--- Aim of the exercise ---
Copy the records below word for word. Stop after the line that contains "transform-origin:7px; border-radius:7px; background:#68a9bd".

Stored items
============
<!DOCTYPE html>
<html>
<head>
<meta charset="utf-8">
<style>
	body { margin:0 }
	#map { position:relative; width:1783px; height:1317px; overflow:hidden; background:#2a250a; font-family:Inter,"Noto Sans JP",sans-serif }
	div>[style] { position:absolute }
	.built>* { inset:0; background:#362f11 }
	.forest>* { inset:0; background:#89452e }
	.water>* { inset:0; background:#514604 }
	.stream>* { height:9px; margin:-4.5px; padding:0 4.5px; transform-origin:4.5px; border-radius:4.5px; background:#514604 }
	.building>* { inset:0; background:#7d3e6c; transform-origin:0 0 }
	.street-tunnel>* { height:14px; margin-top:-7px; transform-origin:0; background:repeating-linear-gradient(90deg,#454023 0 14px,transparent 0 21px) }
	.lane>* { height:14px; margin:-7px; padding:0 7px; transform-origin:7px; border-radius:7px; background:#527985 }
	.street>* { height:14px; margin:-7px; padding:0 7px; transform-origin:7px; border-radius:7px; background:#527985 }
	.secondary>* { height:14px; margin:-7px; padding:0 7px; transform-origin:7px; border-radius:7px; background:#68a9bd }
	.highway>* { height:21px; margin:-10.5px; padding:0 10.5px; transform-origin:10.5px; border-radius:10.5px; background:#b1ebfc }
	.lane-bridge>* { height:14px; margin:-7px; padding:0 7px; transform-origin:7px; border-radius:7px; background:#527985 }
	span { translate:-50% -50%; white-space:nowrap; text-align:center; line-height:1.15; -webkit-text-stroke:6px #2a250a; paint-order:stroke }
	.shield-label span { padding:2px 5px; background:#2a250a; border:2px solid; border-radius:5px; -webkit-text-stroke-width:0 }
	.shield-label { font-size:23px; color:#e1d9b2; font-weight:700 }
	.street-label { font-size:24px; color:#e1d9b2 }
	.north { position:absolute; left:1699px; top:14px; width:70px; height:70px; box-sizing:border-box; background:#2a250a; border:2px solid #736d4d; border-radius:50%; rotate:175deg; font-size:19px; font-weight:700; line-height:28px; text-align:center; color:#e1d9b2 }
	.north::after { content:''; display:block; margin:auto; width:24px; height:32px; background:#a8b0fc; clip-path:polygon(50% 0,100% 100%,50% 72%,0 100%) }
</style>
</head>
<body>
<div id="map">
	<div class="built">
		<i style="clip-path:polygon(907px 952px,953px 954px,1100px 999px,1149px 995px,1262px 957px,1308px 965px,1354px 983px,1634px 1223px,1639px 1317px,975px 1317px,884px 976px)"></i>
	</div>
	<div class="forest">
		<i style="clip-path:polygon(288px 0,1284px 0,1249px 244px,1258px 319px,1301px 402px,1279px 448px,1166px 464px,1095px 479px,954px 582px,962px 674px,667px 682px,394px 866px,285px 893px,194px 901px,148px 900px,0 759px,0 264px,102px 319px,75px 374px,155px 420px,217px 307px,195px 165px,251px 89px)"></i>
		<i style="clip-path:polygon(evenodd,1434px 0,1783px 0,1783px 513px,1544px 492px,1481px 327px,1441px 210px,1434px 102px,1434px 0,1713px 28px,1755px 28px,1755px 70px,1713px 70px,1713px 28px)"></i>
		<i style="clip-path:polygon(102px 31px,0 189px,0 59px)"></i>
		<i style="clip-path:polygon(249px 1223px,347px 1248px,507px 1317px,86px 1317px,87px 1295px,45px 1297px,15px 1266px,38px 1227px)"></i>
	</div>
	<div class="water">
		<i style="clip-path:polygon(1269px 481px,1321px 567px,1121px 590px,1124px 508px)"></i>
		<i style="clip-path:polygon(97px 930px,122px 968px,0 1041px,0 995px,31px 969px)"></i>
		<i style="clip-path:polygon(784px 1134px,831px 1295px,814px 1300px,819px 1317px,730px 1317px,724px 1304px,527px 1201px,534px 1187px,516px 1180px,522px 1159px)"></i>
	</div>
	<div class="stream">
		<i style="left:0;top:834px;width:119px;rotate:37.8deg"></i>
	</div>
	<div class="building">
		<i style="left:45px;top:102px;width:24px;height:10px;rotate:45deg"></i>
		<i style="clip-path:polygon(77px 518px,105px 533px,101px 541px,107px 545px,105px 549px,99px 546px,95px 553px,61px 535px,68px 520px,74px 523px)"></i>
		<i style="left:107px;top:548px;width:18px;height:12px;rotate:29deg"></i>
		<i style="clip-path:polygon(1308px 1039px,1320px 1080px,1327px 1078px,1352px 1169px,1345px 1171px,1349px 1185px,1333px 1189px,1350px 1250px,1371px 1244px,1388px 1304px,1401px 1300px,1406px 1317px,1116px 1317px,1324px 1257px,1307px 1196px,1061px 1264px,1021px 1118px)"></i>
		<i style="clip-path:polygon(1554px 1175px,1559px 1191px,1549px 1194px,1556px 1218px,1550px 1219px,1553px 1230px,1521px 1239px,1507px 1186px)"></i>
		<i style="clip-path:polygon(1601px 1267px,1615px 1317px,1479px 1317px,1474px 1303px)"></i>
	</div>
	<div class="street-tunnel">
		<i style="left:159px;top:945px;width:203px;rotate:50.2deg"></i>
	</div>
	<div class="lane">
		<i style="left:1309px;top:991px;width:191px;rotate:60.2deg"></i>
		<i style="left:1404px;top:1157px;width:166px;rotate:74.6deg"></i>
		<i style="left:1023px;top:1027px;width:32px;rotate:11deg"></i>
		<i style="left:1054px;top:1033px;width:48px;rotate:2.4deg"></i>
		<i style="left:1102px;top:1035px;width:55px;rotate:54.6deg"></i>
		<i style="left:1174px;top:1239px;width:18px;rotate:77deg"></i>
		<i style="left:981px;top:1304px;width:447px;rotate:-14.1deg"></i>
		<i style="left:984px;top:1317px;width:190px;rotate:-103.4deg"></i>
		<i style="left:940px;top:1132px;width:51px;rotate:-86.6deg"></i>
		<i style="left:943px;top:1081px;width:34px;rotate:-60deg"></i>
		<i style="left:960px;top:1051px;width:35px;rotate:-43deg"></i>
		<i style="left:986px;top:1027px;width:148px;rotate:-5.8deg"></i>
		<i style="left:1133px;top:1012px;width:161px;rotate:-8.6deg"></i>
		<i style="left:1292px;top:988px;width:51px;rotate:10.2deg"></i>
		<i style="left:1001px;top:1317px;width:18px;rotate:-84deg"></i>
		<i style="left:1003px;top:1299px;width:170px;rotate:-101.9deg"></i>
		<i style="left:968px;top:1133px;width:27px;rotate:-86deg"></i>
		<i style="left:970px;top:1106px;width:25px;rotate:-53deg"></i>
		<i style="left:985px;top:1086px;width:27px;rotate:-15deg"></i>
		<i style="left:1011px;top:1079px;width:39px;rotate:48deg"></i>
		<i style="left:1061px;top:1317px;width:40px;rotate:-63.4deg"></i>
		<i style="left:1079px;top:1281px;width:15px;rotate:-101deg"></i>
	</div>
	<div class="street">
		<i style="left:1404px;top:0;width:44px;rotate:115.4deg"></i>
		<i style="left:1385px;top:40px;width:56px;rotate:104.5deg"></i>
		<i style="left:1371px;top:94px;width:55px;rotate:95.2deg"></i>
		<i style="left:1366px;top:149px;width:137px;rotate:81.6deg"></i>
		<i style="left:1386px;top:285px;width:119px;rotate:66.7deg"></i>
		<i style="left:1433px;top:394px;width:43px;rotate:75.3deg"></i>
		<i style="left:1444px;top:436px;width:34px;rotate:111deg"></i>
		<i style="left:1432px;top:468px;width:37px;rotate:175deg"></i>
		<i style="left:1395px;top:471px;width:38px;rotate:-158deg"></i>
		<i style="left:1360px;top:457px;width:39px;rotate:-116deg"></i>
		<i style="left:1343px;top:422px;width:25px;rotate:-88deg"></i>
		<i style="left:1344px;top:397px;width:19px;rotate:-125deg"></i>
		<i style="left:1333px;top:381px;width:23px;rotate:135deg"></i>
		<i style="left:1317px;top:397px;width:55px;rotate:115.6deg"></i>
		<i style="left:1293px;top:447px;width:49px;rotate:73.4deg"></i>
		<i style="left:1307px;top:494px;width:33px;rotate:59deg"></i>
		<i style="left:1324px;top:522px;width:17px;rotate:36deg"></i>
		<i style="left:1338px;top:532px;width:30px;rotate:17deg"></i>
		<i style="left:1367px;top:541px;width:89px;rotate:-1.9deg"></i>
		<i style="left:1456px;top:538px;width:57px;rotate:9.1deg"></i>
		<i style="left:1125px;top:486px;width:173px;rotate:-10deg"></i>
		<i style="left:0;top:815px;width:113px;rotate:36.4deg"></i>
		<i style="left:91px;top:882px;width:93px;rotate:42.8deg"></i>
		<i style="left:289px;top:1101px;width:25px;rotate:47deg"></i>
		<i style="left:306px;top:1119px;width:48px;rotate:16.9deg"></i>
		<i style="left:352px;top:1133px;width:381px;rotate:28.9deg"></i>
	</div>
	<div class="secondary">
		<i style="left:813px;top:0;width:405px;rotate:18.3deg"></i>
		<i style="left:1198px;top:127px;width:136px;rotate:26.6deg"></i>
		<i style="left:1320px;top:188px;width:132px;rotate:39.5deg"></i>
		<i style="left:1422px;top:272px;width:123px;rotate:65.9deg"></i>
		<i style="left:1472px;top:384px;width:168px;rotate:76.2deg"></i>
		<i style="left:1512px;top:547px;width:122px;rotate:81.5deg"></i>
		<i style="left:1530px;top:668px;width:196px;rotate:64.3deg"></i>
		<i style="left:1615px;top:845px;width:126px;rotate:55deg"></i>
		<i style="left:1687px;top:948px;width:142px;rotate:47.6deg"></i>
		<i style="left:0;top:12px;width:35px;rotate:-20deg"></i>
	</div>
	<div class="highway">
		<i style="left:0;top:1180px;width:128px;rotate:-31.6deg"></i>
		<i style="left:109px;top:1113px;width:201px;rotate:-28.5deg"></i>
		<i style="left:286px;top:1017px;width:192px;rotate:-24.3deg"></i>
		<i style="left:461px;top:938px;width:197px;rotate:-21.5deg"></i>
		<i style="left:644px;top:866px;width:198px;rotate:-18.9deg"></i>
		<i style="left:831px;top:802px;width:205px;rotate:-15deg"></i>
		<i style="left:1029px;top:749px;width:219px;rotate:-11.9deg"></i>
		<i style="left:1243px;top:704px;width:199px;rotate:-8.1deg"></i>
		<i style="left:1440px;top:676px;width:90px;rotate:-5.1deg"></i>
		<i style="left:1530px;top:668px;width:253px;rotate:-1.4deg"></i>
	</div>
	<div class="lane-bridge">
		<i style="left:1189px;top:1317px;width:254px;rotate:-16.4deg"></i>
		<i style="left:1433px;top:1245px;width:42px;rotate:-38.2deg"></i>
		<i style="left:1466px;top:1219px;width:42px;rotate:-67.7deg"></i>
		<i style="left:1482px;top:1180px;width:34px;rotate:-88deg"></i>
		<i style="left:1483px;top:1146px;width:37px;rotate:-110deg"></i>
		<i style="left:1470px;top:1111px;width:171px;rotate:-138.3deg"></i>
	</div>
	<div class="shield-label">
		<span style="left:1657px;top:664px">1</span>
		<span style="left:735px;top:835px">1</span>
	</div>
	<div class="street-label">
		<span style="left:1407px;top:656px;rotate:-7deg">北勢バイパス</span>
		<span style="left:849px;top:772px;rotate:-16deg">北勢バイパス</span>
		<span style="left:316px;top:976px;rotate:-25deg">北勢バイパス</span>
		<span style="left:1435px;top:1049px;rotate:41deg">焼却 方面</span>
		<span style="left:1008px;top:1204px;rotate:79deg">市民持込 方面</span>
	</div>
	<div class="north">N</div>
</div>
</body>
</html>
============
--- Answer box ---
<!DOCTYPE html>
<html>
<head>
<meta charset="utf-8">
<style>
	body { margin:0 }
	#map { position:relative; width:1783px; height:1317px; overflow:hidden; background:#2a250a; font-family:Inter,"Noto Sans JP",sans-serif }
	div>[style] { position:absolute }
	.built>* { inset:0; background:#362f11 }
	.forest>* { inset:0; background:#89452e }
	.water>* { inset:0; background:#514604 }
	.stream>* { height:9px; margin:-4.5px; padding:0 4.5px; transform-origin:4.5px; border-radius:4.5px; background:#514604 }
	.building>* { inset:0; background:#7d3e6c; transform-origin:0 0 }
	.street-tunnel>* { height:14px; margin-top:-7px; transform-origin:0; background:repeating-linear-gradient(90deg,#454023 0 14px,transparent 0 21px) }
	.lane>* { height:14px; margin:-7px; padding:0 7px; transform-origin:7px; border-radius:7px; background:#527985 }
	.street>* { height:14px; margin:-7px; padding:0 7px; transform-origin:7px; border-radius:7px; background:#527985 }
	.secondary>* { height:14px; margin:-7px; padding:0 7px; transform-origin:7px; border-radius:7px; background:#68a9bd }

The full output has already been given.